Faster R-CNN architecture. Faster R-CNN extracts features from the input image to obtain feature maps, then feeds the feature map into the region proposal network to generate candidate boxes. Next, the original feature map and candidate boxes are input into the regions of interest Pooling layer, and the proposals are collected. Finally, the result is obtained through the Fast R-CNN network. R-CNN, regions with CNN features; RPN, region proposal network.

Fig. 5

Darknet-53 network structure. Successive 3 × 3 and 1 × 1 convolutional layers, i.e., a total of 53 convolutional layers and shortcut connections are used to construct the network.

Fig. 6

Bounding boxes with dimension priors and location prediction. The width and height of the box are predicted as offsets from cluster centroids.

Fig. 7

The three different scales output of YOLOv3. YOLO, You Only Look Once.

Fig. 8

The confusion matrix of the two models: (A) Faster R-CNN and (B) YOLOv3. 1–6 in the confusion matrix represents frogeye leaf spot, powdery mildew, rust, scab, mosaic, and background.
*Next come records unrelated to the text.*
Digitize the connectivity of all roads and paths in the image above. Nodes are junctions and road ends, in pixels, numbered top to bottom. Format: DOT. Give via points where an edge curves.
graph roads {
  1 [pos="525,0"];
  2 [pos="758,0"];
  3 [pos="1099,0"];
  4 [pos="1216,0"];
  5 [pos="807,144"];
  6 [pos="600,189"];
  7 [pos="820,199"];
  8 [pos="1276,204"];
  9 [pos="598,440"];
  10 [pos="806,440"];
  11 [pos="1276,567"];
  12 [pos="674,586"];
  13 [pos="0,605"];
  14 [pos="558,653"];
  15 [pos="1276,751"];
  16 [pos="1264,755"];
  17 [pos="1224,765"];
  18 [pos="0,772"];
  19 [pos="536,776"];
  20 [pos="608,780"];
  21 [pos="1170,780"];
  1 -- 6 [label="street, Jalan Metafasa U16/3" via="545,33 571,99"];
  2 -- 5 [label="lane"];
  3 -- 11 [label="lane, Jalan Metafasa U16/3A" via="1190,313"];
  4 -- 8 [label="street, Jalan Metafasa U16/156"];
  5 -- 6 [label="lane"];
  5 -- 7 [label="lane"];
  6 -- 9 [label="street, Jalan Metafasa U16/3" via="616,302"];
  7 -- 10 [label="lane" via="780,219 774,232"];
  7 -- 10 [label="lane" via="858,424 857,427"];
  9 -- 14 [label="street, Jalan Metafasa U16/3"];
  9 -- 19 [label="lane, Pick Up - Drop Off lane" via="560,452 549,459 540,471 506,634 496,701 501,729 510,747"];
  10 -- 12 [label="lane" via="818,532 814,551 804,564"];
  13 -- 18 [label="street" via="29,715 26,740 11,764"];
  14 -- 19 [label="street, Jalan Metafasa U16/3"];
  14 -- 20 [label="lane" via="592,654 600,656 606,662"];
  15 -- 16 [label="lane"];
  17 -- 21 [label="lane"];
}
R-CNN, regions with CNN features; YOLO, You Only Look Once.

Fig. 9

Visualization results. (A) The original images (from top to bottom are frogeye leaf spot, powdery mildew, rust, scab, and mosaic). (B) The visualization results of the images in (A) by Faster R-CNN. (C) The visualization results of the images in (A) by YOLOv3. R-CNN, regions with CNN features; YOLO, You Only Look Once.

Fig. 10

The detection results of the two models. (A, C, E, G) The detection results of Faster R-CNN. (B, D, F, H) The detection results of YOLOv3. The row shows the detection results of the two methods on the apple leaves. R-CNN, regions with CNN features; YOLO, You Only Look Once.

Table 1

The number of each disease type

Disease No. of images Training set Validation set Test set
Frogeye leaf spot 400 321 40 39
Scab 400 321 40 39
Rust 400 321 40 39
Powdery mildew 400 321 40 39
Mosaic 378 303 38 37
Scab and frogeye leaf spot 54 44 5 5
Rust and frogeye leaf spot 52 42 5 5
Total 2,084 1,673 208 203

Table 2

Model parameter settings in different models

Configure item Faster R-CNN YOLOv3
Batch size 2 8
Learning rate 0.0025 0.001
Epoch 12 273
Momentum 0.9 0.9
Weight decay 0.0001 0.0005
Image scale 1,333 × 800 320 × 320

R-CNN, regions with CNN features; YOLO, You Only Look Once.

Table 3

Average precision (AP) performance comparison of different models

Model AP AP50 AP75 APS APM APL
Faster R-CNN 56.8 92.4 62.1 44.2 54.2 66.8
YOLOv3 57.2 88.8 60.5 36.7 48.2 70.9

R-CNN, regions with CNN features; YOLO, You Only Look Once.

Table 4

Average recall (AR) performance comparison of different models

Model ARdet 1 ARdet 10 ARdet 100 ARS ARM ARL
Faster R-CNN 49.3 64.0 65.1 53.8 62.6 72.7
YOLOv3 51.8 65.0 66.4 49.5 59.2 76.3

R-CNN, regions with CNN features; YOLO, You Only Look Once.

Table 5

AP50 of all classes of apple disease with different models

Model Frogeye leaf spot Powdery mildew Rust Scab Mosaic
Faster R-CNN 93.6 91.1 87.8 90.9 98.6
YOLOv3 84.0 87.1 81.0 92.9 99.0

AP50, average precision at Intersection of Union threshold 0.5; R-CNN, regions with CNN features; YOLO, You Only Look Once.

Table 6

The ratio of the disease target width and height to the original image width and height

Item Frogeye leaf spot Powdery mildew Rust Scab Mosaic
R-W 0.04 0.58 0.05 0.80 0.66
R-H 0.07 0.58 0.08 0.72 0.63

R-W and R-H stand for the ratio of the disease target width and height to the original image width and height, respectively.

Table 7

Comparison results of Faster R-CNN and YOLOv3 in terms of average precision (AP), average recall (AR), parameters, floating-point operations (FLOPs), and frame per second (FPS)

Methods Backbone AP50 ARdet 10 FPS FLOPs (G) Parameters (M)
Faster R-CNN ResNet-50 92.4 64.0 13.9 71.75 41.14
YOLOv3 DarNet-53 88.8 65.0 69.0 61.55 61.55

R-CNN, regions with CNN features; YOLO, You Only Look Once.